◆ **Exercise**
Set the records down again exactly, apart from any pictures in them.

◆ **Provided entries**
..............................
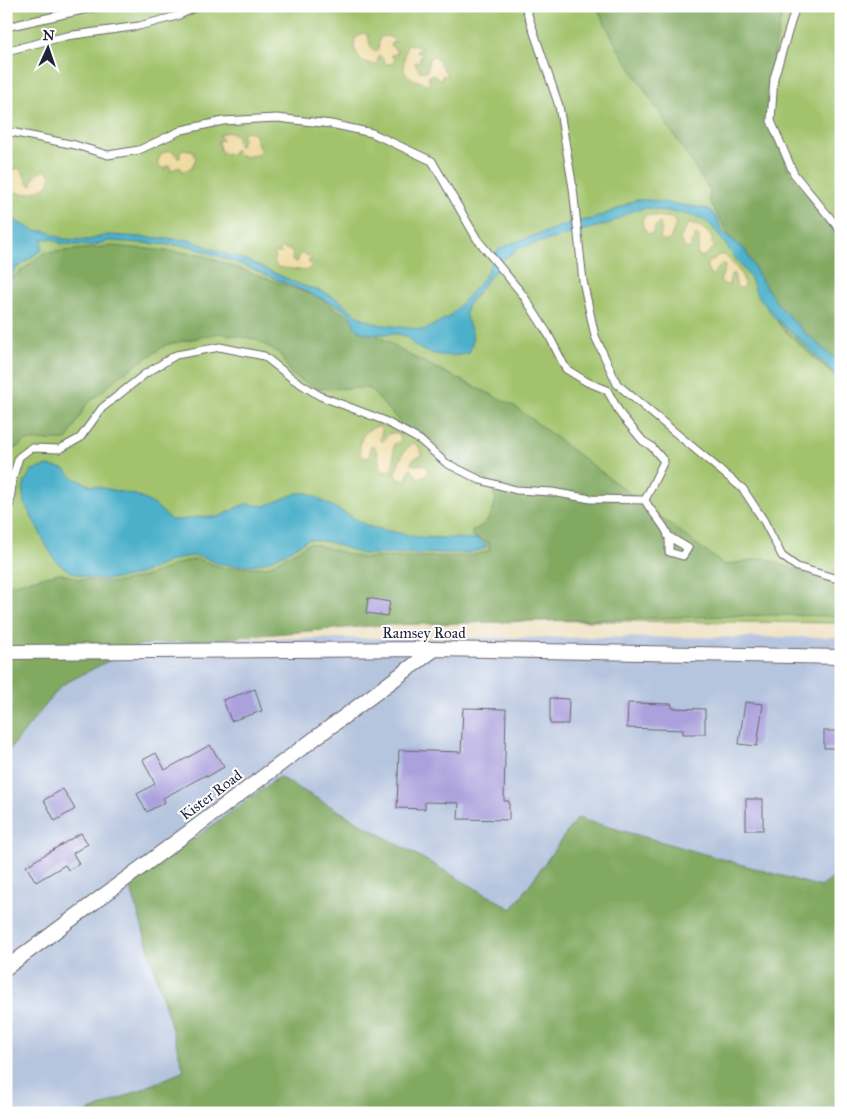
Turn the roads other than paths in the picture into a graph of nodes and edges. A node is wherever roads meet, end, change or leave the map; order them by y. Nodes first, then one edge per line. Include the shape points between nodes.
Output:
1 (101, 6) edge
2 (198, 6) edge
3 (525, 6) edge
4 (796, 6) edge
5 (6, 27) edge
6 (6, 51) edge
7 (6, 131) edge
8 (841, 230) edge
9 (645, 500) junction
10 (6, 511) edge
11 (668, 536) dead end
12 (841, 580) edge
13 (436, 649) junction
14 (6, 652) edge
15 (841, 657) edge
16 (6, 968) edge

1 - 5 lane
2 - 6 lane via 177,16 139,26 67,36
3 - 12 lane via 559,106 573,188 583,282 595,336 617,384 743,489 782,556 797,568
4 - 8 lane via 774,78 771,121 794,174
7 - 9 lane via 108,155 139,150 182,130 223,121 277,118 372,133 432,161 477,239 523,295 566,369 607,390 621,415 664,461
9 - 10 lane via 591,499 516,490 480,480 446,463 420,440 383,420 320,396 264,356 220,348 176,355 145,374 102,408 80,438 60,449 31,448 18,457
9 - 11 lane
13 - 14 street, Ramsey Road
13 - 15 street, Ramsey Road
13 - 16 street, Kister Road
..............................
◆ **Your solution**
Turn the roads other than paths in the picture into a graph of nodes and edges. A node is wherever roads meet, end, change or leave the map; order them by y. Nodes first, then one edge per line. Include the shape points between nodes.
Output:
1 (101, 6) edge
2 (198, 6) edge
3 (525, 6) edge
4 (796, 6) edge
5 (6, 27) edge
6 (6, 51) edge
7 (6, 131) edge
8 (841, 230) edge
9 (645, 500) junction
10 (6, 511) edge
11 (668, 536) dead end
12 (841, 580) edge
13 (436, 649) junction
14 (6, 652) edge
15 (841, 657) edge
16 (6, 968) edge

1 - 5 lane
2 - 6 lane via 177,16 139,26 67,36
3 - 12 lane via 559,106 573,188 583,282 595,336 617,384 743,489 782,556 797,568
4 - 8 lane via 774,78 771,121 794,174
7 - 9 lane via 108,155 139,150 182,130 223,121 277,118 372,133 432,161 477,239 523,295 566,369 607,390 621,415 664,461
9 - 10 lane via 591,499 516,490 480,480 446,463 420,440 383,420 320,396 264,356 220,348 176,355 145,374 102,408 80,438 60,449 31,448 18,457
9 - 11 lane
13 - 14 street, Ramsey Road
13 - 15 street, Ramsey Road
13 - 16 street, Kister Road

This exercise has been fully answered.